§ Saved data entries:
=-=-=-=-=

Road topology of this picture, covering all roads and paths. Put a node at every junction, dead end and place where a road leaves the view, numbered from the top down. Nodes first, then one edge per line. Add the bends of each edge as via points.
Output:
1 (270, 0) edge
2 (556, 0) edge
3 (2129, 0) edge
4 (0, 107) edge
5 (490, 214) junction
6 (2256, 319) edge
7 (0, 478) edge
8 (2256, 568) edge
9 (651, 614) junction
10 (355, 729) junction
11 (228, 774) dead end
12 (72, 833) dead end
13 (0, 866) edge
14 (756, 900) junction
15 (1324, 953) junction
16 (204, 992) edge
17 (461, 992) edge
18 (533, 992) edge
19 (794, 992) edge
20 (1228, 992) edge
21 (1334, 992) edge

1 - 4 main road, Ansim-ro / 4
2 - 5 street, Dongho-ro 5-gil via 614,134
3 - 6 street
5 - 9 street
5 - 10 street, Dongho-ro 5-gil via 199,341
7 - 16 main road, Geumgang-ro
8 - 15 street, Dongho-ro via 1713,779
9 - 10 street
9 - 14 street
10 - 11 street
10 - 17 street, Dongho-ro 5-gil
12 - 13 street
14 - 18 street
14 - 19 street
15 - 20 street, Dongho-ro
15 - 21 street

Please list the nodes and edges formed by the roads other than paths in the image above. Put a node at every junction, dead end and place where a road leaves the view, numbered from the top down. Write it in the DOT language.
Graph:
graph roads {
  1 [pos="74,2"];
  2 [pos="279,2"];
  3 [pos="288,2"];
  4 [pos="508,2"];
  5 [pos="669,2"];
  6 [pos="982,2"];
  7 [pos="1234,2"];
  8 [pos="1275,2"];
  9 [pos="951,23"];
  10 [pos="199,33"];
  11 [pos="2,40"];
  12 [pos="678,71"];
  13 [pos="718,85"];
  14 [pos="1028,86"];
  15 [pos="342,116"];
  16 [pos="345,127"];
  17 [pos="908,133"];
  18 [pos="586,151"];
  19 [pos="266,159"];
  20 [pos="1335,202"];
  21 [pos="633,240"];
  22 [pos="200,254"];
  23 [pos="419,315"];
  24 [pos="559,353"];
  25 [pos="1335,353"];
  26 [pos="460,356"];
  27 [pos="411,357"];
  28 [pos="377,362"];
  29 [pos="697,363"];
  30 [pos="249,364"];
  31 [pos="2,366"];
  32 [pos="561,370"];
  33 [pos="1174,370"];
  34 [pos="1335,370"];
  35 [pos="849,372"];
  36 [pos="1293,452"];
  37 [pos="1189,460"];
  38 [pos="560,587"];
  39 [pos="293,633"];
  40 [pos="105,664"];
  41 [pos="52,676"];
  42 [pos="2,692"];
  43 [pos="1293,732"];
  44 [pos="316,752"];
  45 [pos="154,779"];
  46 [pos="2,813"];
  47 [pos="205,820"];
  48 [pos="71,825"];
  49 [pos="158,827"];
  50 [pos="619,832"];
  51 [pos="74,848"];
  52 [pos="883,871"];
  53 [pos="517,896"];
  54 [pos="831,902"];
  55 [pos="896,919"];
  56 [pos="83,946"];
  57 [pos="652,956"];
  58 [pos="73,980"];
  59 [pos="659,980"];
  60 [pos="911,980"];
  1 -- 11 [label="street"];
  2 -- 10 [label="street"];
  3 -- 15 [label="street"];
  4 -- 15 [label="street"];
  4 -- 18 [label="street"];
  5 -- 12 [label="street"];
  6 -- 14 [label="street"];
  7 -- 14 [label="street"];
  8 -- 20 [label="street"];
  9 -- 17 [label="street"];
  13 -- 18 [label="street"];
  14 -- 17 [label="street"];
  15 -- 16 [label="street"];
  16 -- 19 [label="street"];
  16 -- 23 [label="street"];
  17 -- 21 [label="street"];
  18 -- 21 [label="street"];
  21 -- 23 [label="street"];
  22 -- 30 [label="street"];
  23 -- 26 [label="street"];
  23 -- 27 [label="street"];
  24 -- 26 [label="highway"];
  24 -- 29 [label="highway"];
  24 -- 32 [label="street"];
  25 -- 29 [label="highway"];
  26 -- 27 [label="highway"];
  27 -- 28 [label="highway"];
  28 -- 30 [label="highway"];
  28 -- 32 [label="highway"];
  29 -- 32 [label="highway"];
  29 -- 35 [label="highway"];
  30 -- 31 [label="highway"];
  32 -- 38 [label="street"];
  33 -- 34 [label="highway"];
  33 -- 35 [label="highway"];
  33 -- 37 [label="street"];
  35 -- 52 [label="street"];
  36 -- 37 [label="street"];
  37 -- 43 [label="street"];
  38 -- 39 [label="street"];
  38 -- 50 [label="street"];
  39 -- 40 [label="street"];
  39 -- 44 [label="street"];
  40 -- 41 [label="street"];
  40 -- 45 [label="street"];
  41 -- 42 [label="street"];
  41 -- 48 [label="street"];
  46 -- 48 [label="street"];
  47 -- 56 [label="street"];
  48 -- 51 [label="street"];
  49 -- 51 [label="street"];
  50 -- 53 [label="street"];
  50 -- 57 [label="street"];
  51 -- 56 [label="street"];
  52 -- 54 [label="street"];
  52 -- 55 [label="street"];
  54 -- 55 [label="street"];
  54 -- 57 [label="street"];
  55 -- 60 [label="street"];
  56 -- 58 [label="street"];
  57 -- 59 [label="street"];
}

=-=-=-=-=

§ TASK STATEMENT:
Scan the records above for the string "highway", then select every line that holds it.

§ REPLY TO THE TASK:
  24 -- 26 [label="highway"];
  24 -- 29 [label="highway"];
  25 -- 29 [label="highway"];
  26 -- 27 [label="highway"];
  27 -- 28 [label="highway"];
  28 -- 30 [label="highway"];
  28 -- 32 [label="highway"];
  29 -- 32 [label="highway"];
  29 -- 35 [label="highway"];
  30 -- 31 [label="highway"];
  33 -- 34 [label="highway"];
  33 -- 35 [label="highway"];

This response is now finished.